O conto da raposa e da galinha
- evandro melo
- 9 de out. de 2024
- 4 min de leitura
Todas as raposas são iguais. Era o que se dizia na floresta, e se todos diziam, uai, era verdade. E raposas fazem o que nasceram para fazer. Caçar. Usar toda sua inteligência e sagacidade para, furtivamente, caçar. Qualquer animalzinho que se mexa, é alvo da caça. Mas melhor ainda quando há galinheiros. Comida fácil.
Raposas adoram caçar, mesmo que em cercados pequenos, com presas mais fáceis. Era o que todas faziam naquela floresta.
Mas havia uma, chamada Mel-do-Dia, que não levava jeito para aquilo. Aquilo o que? Bem, aquilo que faziam com que todas raposas daquela floresta fossem iguais. Mel-do-Dia sabia, ainda que não sabendo como, nem o que exatamente, que não era assim.
E sofria um bocado. Primeiro por que queria ser igual, precisava ser igual. Era cobrada pelas maiores e pela liderança. “Vem cá que te ensino a ser o que você é, raposinha, tome jeito”. Ouvia a bronca quando titubeava.
Inteligência tinha, isso ela não duvidada, mas como usar?! Aiai, isso já eram outros quinhentos.
E lá ia Mel-do-Dia, tentando ser igual. Bolava planos, fazia poses e caras, e em sua cabeça, devorava dezenas de galinhas, que caiam desmaiadas só de sentir sua presença. Mas ao entrar no galinheiro, quem quase desmaiava era ela. As galinhas gritavam, alardeavam feito sirene, a luz acendia, e Mel-do-Dia corria se esconder, apavorada.
Era uma angústia danada. Mel-do-Dia então, tomou uma decisão. Se não dava para ser igual, seria diferente de todas as outras. E ponto.
Bolou seu plano, e nesse plano, ao invés de matar galinhas, iria roubar seus ovos. Estufou o peito, fez caras e bocas, e foi. Mas que desastre. Os ovos já haviam sido coletados pelo fazendeiro, as galinhas a perceberam, começaram a gritar e lá foi Mel-do-Dia se esconder.
Uma galinha em especial, viu toda a cena com curiosidade, que convenhamos, não era típico das galinhas. E por sua curiosidade, assistiu toda a cena até onde a raposinha se escondeu, para não ser pega pelo fazendeiro.
Passada a confusão, a galinha foi até o esconderijo. “Oi”, disse ela, e continuou:
- Eu tenho te acompanhado todos esses dias. Você é meio atrapalhada né?!
- Quem é você? Melhor sair correndo, senão te caço. Sou furiosa.

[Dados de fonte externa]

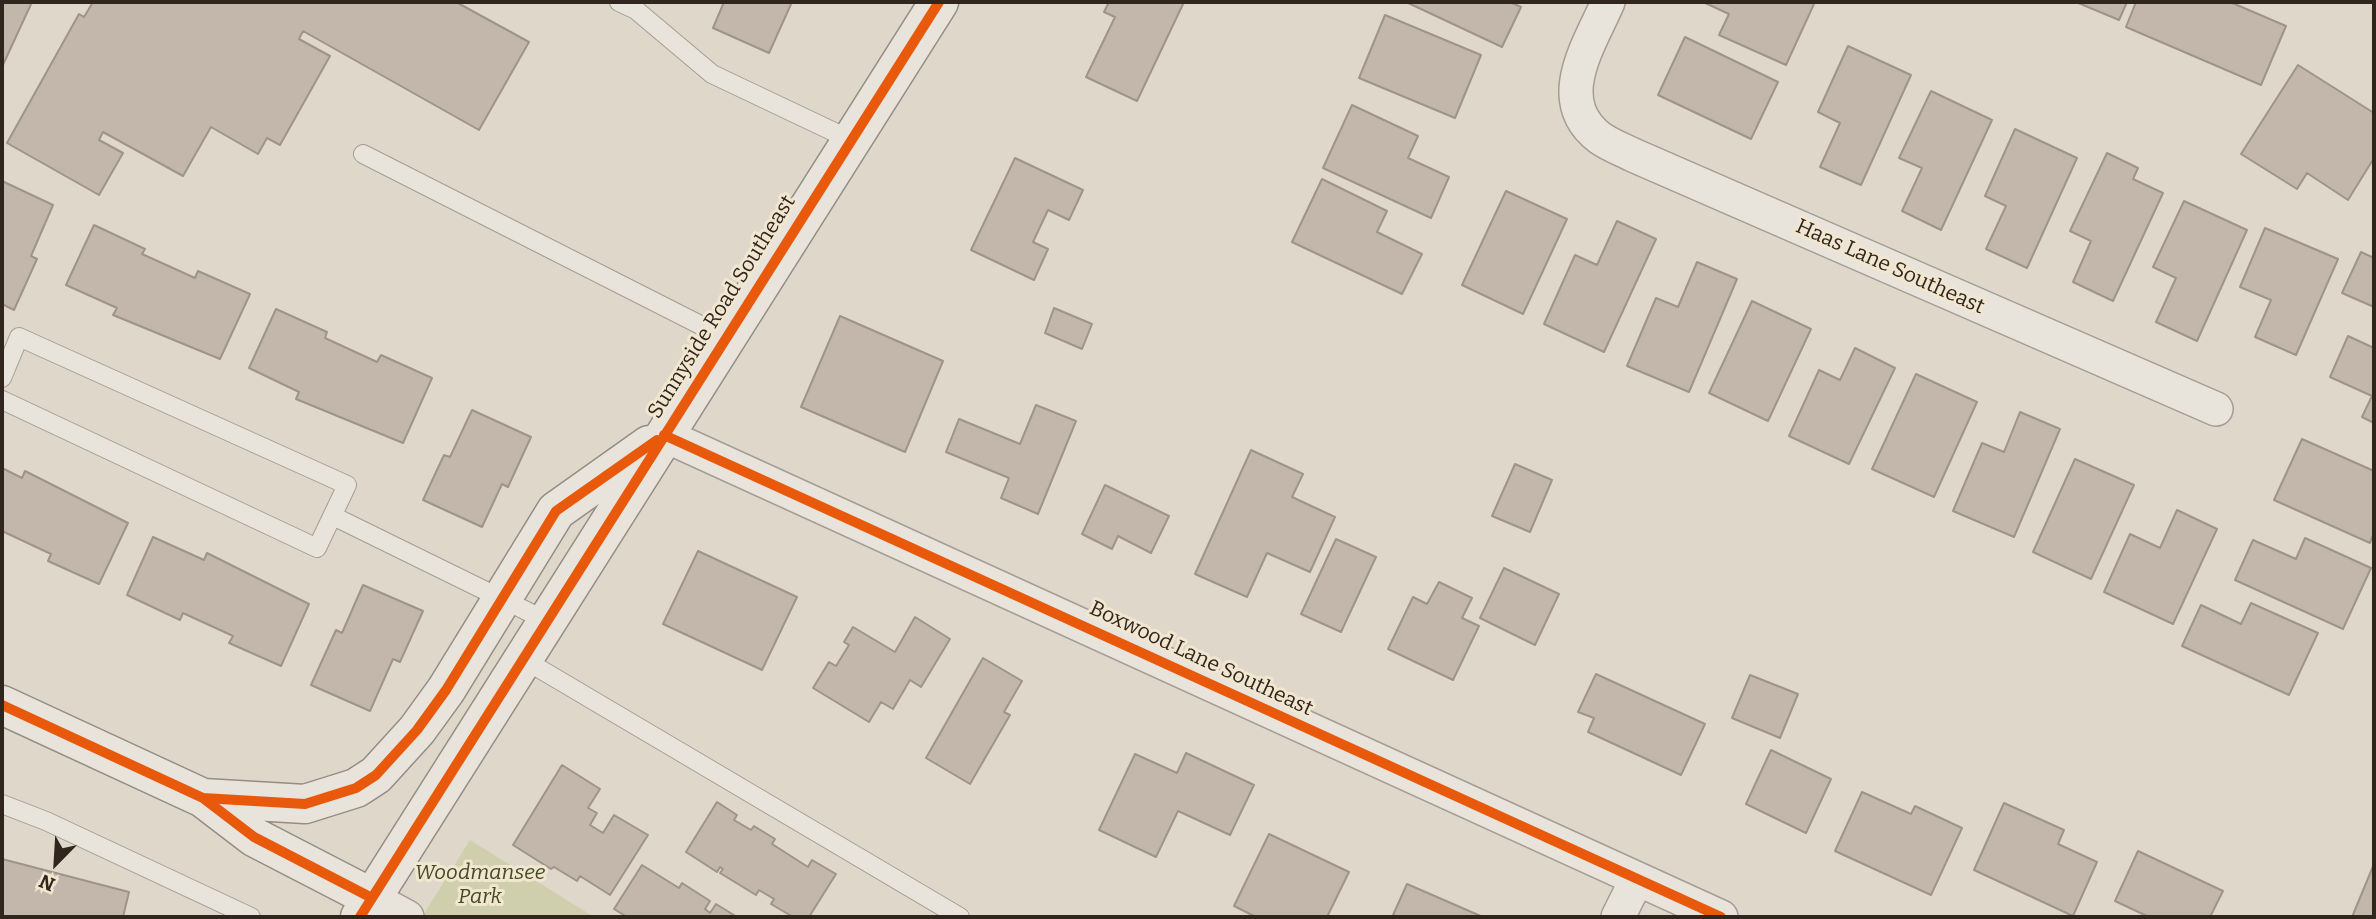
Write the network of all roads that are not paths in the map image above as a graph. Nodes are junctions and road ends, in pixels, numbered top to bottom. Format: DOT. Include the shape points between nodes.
graph roads {
  1 [pos="619,2"];
  2 [pos="939,2"];
  3 [pos="1608,2"];
  4 [pos="851,140"];
  5 [pos="363,154"];
  6 [pos="726,338"];
  7 [pos="2,378"];
  8 [pos="2,400"];
  9 [pos="2216,409"];
  10 [pos="664,435"];
  11 [pos="333,516"];
  12 [pos="503,599"];
  13 [pos="547,621"];
  14 [pos="523,659"];
  15 [pos="2,705"];
  16 [pos="203,798"];
  17 [pos="2,804"];
  18 [pos="1637,879"];
  19 [pos="366,908"];
  20 [pos="224,913"];
  21 [pos="251,917"];
  22 [pos="407,917"];
  23 [pos="960,917"];
  24 [pos="1618,917"];
  25 [pos="1721,917"];
  1 -- 4 [label="lane" via="636,10 712,74"];
  2 -- 4 [label="main road, Sunnyside Road Southeast"];
  3 -- 9 [label="street, Haas Lane Southeast" via="1574,86 1576,108 1599,137"];
  4 -- 6 [label="main road, Sunnyside Road Southeast"];
  5 -- 6 [label="lane"];
  6 -- 10 [label="main road, Sunnyside Road Southeast"];
  7 -- 11 [label="lane" via="19,337 347,485"];
  8 -- 11 [label="lane" via="317,548"];
  10 -- 12 [label="main road" via="556,511"];
  10 -- 13 [label="main road, Sunnyside Road Southeast"];
  10 -- 18 [label="street, Boxwood Lane Southeast"];
  11 -- 12 [label="lane"];
  12 -- 13 [label="lane"];
  12 -- 16 [label="main road" via="446,690 376,775 356,788 304,804"];
  13 -- 14 [label="main road, Sunnyside Road Southeast"];
  14 -- 19 [label="main road, Sunnyside Road Southeast"];
  14 -- 23 [label="lane"];
  15 -- 16 [label="main road"];
  16 -- 19 [label="main road" via="254,837"];
  17 -- 20 [label="lane" via="46,821"];
  18 -- 24 [label="street"];
  18 -- 25 [label="street, Boxwood Lane Southeast"];
  19 -- 22 [label="street"];
  20 -- 21 [label="lane"];
}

- CóCócó, que engraçada. Não consegue nem disfarçar a tremedeira. Me diz, qual seu nome?
- Mel-do-Dia, porque sou da cor do mel, e prefiro o dia do que a escuridão da noite. E o seu?
- É Mile, porque, bem, porque sim.
E iniciou-se uma verdadeira amizade. Que coisa boa.
Mas o problema continuava. Mel-do-Dia era pressionada em sua turma, e tinha que mostrar serviço. E mesmo tendo afeto pela galinha, lá ia ela tentar roubar ovos.
- Mas de novo essa trapalhada. Não se cansa não? – Perguntou Mile, a surpreendendo.
- Cansar? Ô se me canso. Mas o que vou fazer? – Disse contrariada, e continuou:
- Já tentei ser igual às outras, mas não. Não matarei outros bichos. Sou diferente delas.
- Diferente do que? Para mim, tá parecendo a mesma porcaria. – Mile era danadinha com as palavras.
- Sou diferente sim, não me provoque. Não quero ser igual a elas, não sou, não sou, mesmo.
- Pois pra mim, tanto esforço em ser diferente, tá te fazendo ser igual. – Finalizou Mile.
Aquelas palavras atingiram Mel-do-Dia como um golpe de travesseiro de taboa. Pesado, mas macio.
Baixou a cabeça, encolheu o rabinho entre as patas, e foi embora, pensativa.
Na manhã seguinte, Mel-do-Dia voltou ao galinheiro.
- Que cara é essa? Parece que passou a noite com as corujas. – Disse Mile.
- Pois é, não dormi nadinha. Fiquei aqui pensando no que me disse. Se não sei ser igual, nem diferente. Não sei ser nada. – Respondeu com a voz embargada.
- Pois essa é a questão. Por que tanto esforço em ser igual ou diferente do que você não gosta?
Mile nem esperou resposta, e continuou.
- Tente ser igual a você mesma. Que tal? – Arrematou o raciocínio.
- Bem, é que... Passei tanto tempo nesse jogo, que nem sei bem quem sou eu. – Respondeu Mel-do-Dia.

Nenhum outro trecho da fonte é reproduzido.